**Exercise:**
Repeat the records word for word, excluding any picture.

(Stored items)
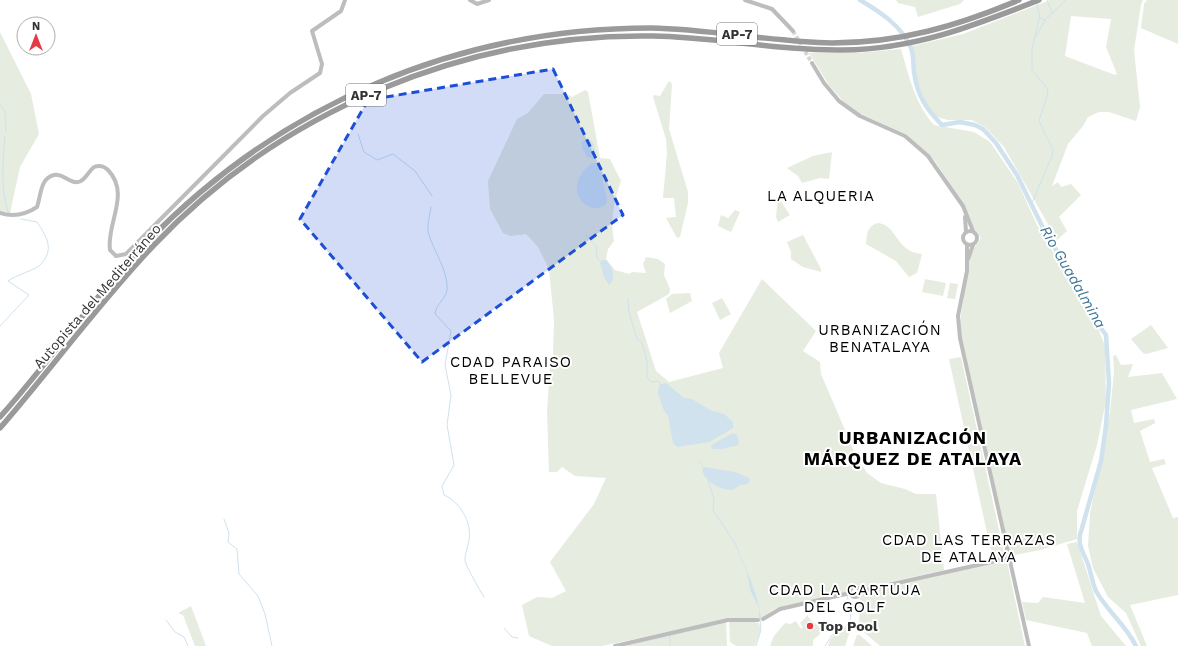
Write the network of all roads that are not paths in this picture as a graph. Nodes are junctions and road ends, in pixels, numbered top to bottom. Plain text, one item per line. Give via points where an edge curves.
1 (345, 0) edge
2 (470, 0) edge
3 (489, 0) edge
4 (745, 0) edge
5 (1019, 0) edge
6 (1039, 0) edge
7 (793, 31) tunnel mouth
8 (812, 63) tunnel mouth
9 (959, 200) junction
10 (0, 213) edge
11 (974, 231) junction
12 (966, 232) junction
13 (967, 245) junction
14 (973, 245) junction
15 (967, 266) junction
16 (0, 417) edge
17 (0, 428) edge
18 (1008, 558) junction
19 (861, 591) junction
20 (850, 593) junction
21 (763, 619) dead end
22 (758, 620) dead end
23 (615, 646) edge
24 (1029, 646) edge

1 - 10 street via 341,11 312,31 322,64 320,73 290,92 262,116 126,254 116,256 110,250 118,198 113,178 107,169 101,166 94,167 78,182 59,175 50,177 41,188 37,207 14,216
2 - 3 street via 477,4
4 - 7 street via 772,9
5 - 16 highway, Autopista del Mediterráneo / AP-7 via 962,23 898,38 858,42 806,41 668,29 616,29 523,39 454,55 397,74 331,104 276,135 198,192 110,283
6 - 17 highway, Autopista del Mediterráneo / AP-7 via 980,24 904,45 859,50 789,48 688,37 579,39 516,48 458,61 392,84 308,125 252,160 217,186 154,244
8 - 9 street via 839,101 860,116 904,136 928,156
9 - 11 street
9 - 12 street via 965,216
11 - 12 street
11 - 14 street via 978,237
12 - 13 street via 963,239
13 - 14 street
13 - 15 street
14 - 15 street
15 - 18 street via 958,316 960,338
18 - 19 street
18 - 24 street
19 - 20 street via 857,596
19 - 20 street via 858,587 853,588
20 - 21 street via 780,609
22 - 23 street via 728,620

**Written solution:**
Write the network of all roads that are not paths in this picture as a graph. Nodes are junctions and road ends, in pixels, numbered top to bottom. Plain text, one item per line. Give via points where an edge curves.
1 (345, 0) edge
2 (470, 0) edge
3 (489, 0) edge
4 (745, 0) edge
5 (1019, 0) edge
6 (1039, 0) edge
7 (793, 31) tunnel mouth
8 (812, 63) tunnel mouth
9 (959, 200) junction
10 (0, 213) edge
11 (974, 231) junction
12 (966, 232) junction
13 (967, 245) junction
14 (973, 245) junction
15 (967, 266) junction
16 (0, 417) edge
17 (0, 428) edge
18 (1008, 558) junction
19 (861, 591) junction
20 (850, 593) junction
21 (763, 619) dead end
22 (758, 620) dead end
23 (615, 646) edge
24 (1029, 646) edge

1 - 10 street via 341,11 312,31 322,64 320,73 290,92 262,116 126,254 116,256 110,250 118,198 113,178 107,169 101,166 94,167 78,182 59,175 50,177 41,188 37,207 14,216
2 - 3 street via 477,4
4 - 7 street via 772,9
5 - 16 highway, Autopista del Mediterráneo / AP-7 via 962,23 898,38 858,42 806,41 668,29 616,29 523,39 454,55 397,74 331,104 276,135 198,192 110,283
6 - 17 highway, Autopista del Mediterráneo / AP-7 via 980,24 904,45 859,50 789,48 688,37 579,39 516,48 458,61 392,84 308,125 252,160 217,186 154,244
8 - 9 street via 839,101 860,116 904,136 928,156
9 - 11 street
9 - 12 street via 965,216
11 - 12 street
11 - 14 street via 978,237
12 - 13 street via 963,239
13 - 14 street
13 - 15 street
14 - 15 street
15 - 18 street via 958,316 960,338
18 - 19 street
18 - 24 street
19 - 20 street via 857,596
19 - 20 street via 858,587 853,588
20 - 21 street via 780,609
22 - 23 street via 728,620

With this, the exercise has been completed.